# Work to complete
Could you find each line of the data below that contains the word "Perucho" and copy those lines?

Collected data entries

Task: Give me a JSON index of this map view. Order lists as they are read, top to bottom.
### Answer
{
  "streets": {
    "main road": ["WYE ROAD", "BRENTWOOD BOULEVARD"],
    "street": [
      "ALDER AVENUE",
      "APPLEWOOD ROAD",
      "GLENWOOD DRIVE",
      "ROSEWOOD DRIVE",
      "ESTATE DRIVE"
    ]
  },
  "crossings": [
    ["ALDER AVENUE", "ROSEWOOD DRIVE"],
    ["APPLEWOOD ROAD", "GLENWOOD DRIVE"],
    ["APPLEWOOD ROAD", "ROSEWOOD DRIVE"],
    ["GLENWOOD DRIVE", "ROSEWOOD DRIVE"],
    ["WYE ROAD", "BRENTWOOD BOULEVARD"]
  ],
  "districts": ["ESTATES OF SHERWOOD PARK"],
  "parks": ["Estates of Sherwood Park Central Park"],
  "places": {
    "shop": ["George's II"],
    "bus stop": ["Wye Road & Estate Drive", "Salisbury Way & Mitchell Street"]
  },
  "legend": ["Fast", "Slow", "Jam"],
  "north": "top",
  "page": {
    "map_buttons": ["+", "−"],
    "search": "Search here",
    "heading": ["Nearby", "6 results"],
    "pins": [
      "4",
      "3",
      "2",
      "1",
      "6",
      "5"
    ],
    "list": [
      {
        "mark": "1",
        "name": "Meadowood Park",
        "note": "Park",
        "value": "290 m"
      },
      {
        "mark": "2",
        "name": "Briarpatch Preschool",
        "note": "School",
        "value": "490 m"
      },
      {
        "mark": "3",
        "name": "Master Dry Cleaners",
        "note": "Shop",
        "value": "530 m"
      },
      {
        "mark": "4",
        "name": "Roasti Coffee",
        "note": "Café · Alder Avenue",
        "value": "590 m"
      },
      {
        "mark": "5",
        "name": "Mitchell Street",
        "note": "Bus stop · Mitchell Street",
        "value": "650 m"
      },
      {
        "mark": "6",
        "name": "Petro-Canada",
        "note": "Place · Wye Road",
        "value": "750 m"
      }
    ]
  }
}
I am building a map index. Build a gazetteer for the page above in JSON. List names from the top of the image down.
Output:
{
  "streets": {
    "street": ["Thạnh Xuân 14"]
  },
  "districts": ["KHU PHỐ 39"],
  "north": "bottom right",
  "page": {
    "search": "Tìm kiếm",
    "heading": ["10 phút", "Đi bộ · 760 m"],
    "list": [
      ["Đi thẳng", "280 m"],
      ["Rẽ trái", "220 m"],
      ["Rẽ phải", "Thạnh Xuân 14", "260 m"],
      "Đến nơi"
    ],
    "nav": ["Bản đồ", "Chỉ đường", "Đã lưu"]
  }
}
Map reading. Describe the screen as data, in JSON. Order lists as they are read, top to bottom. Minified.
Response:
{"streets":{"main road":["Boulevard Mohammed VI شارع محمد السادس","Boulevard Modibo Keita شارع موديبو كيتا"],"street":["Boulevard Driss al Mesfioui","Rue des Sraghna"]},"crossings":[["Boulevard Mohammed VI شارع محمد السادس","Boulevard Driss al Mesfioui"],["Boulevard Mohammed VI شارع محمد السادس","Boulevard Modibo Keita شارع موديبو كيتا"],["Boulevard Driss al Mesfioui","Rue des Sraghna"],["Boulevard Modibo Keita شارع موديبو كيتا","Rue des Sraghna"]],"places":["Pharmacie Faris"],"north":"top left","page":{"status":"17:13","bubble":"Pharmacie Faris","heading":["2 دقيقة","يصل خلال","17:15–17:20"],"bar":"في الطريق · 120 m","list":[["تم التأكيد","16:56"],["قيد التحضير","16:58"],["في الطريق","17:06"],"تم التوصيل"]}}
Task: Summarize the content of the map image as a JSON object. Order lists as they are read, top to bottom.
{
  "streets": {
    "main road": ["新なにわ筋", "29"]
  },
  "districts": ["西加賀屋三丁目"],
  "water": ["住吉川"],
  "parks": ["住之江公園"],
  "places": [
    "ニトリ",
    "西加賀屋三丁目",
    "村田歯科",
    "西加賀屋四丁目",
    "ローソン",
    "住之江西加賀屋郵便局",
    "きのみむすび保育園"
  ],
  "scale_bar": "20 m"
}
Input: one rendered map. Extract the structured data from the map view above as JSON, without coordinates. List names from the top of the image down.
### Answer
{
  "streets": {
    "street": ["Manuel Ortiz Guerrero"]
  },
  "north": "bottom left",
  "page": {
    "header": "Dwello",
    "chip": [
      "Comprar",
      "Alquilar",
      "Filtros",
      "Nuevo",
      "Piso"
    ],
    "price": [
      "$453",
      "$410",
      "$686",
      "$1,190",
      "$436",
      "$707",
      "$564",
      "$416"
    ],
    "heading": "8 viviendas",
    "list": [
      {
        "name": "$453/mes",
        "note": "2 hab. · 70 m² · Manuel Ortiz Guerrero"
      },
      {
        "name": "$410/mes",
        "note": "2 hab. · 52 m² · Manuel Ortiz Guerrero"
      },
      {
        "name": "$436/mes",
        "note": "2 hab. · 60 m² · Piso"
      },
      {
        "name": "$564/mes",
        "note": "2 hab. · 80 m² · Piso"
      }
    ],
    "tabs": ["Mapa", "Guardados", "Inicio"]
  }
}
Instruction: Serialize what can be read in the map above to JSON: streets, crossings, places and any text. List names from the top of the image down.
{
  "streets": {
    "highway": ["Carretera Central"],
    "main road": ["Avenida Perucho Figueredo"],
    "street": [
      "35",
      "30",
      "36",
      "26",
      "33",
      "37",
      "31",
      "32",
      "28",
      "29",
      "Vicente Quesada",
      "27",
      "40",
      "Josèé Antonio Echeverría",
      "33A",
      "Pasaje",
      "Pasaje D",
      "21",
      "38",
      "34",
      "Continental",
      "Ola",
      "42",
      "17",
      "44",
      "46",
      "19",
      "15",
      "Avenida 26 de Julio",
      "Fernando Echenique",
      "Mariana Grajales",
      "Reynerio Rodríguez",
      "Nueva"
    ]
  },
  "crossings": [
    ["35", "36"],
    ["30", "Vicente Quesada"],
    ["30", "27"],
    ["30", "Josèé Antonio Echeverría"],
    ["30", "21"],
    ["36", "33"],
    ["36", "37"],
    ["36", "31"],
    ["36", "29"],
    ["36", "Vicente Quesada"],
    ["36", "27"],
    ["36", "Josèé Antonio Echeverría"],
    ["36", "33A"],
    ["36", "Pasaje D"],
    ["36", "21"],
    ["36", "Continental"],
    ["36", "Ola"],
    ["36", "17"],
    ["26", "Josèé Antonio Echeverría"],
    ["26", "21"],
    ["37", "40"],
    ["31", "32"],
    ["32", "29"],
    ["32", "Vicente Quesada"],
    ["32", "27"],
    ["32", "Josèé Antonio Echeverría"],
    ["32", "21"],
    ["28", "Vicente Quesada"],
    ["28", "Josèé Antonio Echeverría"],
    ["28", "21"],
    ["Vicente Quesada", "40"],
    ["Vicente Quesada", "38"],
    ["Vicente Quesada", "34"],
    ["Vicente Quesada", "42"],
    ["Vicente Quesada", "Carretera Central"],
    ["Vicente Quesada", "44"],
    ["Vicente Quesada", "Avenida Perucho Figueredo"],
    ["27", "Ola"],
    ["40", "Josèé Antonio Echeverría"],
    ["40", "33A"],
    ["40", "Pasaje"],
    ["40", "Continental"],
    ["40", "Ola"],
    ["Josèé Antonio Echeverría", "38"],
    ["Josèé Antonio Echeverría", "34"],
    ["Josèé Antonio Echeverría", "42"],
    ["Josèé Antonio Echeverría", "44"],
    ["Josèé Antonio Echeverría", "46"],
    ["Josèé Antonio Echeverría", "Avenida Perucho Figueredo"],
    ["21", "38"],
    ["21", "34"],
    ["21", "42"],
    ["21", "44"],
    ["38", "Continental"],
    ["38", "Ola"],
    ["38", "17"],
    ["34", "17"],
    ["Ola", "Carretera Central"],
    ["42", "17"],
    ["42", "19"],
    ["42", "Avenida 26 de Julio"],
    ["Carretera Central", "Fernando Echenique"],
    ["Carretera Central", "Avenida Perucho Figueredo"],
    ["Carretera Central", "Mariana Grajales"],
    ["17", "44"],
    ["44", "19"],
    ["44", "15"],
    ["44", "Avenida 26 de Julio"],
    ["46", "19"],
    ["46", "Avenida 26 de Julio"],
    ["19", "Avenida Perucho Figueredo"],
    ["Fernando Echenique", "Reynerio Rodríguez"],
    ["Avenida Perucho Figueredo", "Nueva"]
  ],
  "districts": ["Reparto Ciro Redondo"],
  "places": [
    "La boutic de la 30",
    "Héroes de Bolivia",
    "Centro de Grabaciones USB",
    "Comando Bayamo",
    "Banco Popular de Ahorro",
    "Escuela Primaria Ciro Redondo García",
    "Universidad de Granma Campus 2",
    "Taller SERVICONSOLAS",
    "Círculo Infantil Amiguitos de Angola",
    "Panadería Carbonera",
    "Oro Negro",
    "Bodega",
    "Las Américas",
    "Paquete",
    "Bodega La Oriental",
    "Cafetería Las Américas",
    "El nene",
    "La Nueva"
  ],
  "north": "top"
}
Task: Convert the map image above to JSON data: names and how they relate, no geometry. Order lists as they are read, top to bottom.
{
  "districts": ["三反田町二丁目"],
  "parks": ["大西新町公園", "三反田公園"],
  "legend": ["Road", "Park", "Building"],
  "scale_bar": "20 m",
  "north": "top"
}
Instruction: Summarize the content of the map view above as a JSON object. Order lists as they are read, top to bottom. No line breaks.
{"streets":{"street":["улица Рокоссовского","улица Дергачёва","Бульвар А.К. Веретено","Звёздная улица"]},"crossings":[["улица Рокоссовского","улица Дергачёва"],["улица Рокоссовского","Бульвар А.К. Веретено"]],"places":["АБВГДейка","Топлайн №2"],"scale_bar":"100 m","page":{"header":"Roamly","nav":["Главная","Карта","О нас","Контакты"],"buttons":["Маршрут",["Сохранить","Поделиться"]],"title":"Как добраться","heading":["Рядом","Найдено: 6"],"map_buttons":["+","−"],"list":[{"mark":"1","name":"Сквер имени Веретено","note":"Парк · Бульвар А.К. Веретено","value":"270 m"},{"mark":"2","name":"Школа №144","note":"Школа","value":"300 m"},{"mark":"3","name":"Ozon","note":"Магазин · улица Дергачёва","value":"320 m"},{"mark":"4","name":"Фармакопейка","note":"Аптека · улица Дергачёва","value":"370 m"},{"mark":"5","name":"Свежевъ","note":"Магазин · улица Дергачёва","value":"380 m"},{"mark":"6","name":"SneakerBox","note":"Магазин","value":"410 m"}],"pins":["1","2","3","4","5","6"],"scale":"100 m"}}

# Exercise solution
    "main road": ["Avenida Perucho Figueredo"],
    ["Vicente Quesada", "Avenida Perucho Figueredo"],
    ["Josèé Antonio Echeverría", "Avenida Perucho Figueredo"],
    ["Carretera Central", "Avenida Perucho Figueredo"],
    ["19", "Avenida Perucho Figueredo"],
    ["Avenida Perucho Figueredo", "Nueva"]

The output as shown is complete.